__PROBLEM__
All lines below are to be output exactly as they stand.

__DATA SUPPLIED__
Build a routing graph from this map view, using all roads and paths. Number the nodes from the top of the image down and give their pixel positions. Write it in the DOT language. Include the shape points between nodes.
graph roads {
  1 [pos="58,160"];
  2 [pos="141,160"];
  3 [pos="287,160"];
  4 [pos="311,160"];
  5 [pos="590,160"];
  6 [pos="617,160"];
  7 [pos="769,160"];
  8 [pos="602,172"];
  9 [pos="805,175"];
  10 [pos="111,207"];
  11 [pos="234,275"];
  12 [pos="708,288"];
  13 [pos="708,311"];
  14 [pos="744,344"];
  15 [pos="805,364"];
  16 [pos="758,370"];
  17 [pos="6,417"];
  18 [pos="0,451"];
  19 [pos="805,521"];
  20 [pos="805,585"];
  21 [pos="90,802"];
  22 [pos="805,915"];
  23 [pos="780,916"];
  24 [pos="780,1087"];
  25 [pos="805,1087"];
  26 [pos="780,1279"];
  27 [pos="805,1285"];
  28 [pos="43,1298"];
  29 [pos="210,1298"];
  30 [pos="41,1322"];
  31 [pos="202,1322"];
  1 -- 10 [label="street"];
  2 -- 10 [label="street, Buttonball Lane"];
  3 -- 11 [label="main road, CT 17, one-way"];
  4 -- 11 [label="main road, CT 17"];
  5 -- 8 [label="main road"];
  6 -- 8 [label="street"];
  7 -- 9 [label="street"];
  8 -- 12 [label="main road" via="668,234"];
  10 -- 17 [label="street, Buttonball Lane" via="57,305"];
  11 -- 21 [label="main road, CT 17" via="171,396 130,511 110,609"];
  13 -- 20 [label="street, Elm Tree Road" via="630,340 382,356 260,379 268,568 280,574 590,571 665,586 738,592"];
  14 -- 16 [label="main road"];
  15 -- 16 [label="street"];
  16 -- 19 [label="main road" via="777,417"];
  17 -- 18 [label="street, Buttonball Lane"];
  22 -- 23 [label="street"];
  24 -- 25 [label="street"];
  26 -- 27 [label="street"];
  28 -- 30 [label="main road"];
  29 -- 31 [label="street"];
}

__ANSWER__
Build a routing graph from this map view, using all roads and paths. Number the nodes from the top of the image down and give their pixel positions. Write it in the DOT language. Include the shape points between nodes.
graph roads {
  1 [pos="58,160"];
  2 [pos="141,160"];
  3 [pos="287,160"];
  4 [pos="311,160"];
  5 [pos="590,160"];
  6 [pos="617,160"];
  7 [pos="769,160"];
  8 [pos="602,172"];
  9 [pos="805,175"];
  10 [pos="111,207"];
  11 [pos="234,275"];
  12 [pos="708,288"];
  13 [pos="708,311"];
  14 [pos="744,344"];
  15 [pos="805,364"];
  16 [pos="758,370"];
  17 [pos="6,417"];
  18 [pos="0,451"];
  19 [pos="805,521"];
  20 [pos="805,585"];
  21 [pos="90,802"];
  22 [pos="805,915"];
  23 [pos="780,916"];
  24 [pos="780,1087"];
  25 [pos="805,1087"];
  26 [pos="780,1279"];
  27 [pos="805,1285"];
  28 [pos="43,1298"];
  29 [pos="210,1298"];
  30 [pos="41,1322"];
  31 [pos="202,1322"];
  1 -- 10 [label="street"];
  2 -- 10 [label="street, Buttonball Lane"];
  3 -- 11 [label="main road, CT 17, one-way"];
  4 -- 11 [label="main road, CT 17"];
  5 -- 8 [label="main road"];
  6 -- 8 [label="street"];
  7 -- 9 [label="street"];
  8 -- 12 [label="main road" via="668,234"];
  10 -- 17 [label="street, Buttonball Lane" via="57,305"];
  11 -- 21 [label="main road, CT 17" via="171,396 130,511 110,609"];
  13 -- 20 [label="street, Elm Tree Road" via="630,340 382,356 260,379 268,568 280,574 590,571 665,586 738,592"];
  14 -- 16 [label="main road"];
  15 -- 16 [label="street"];
  16 -- 19 [label="main road" via="777,417"];
  17 -- 18 [label="street, Buttonball Lane"];
  22 -- 23 [label="street"];
  24 -- 25 [label="street"];
  26 -- 27 [label="street"];
  28 -- 30 [label="main road"];
  29 -- 31 [label="street"];
}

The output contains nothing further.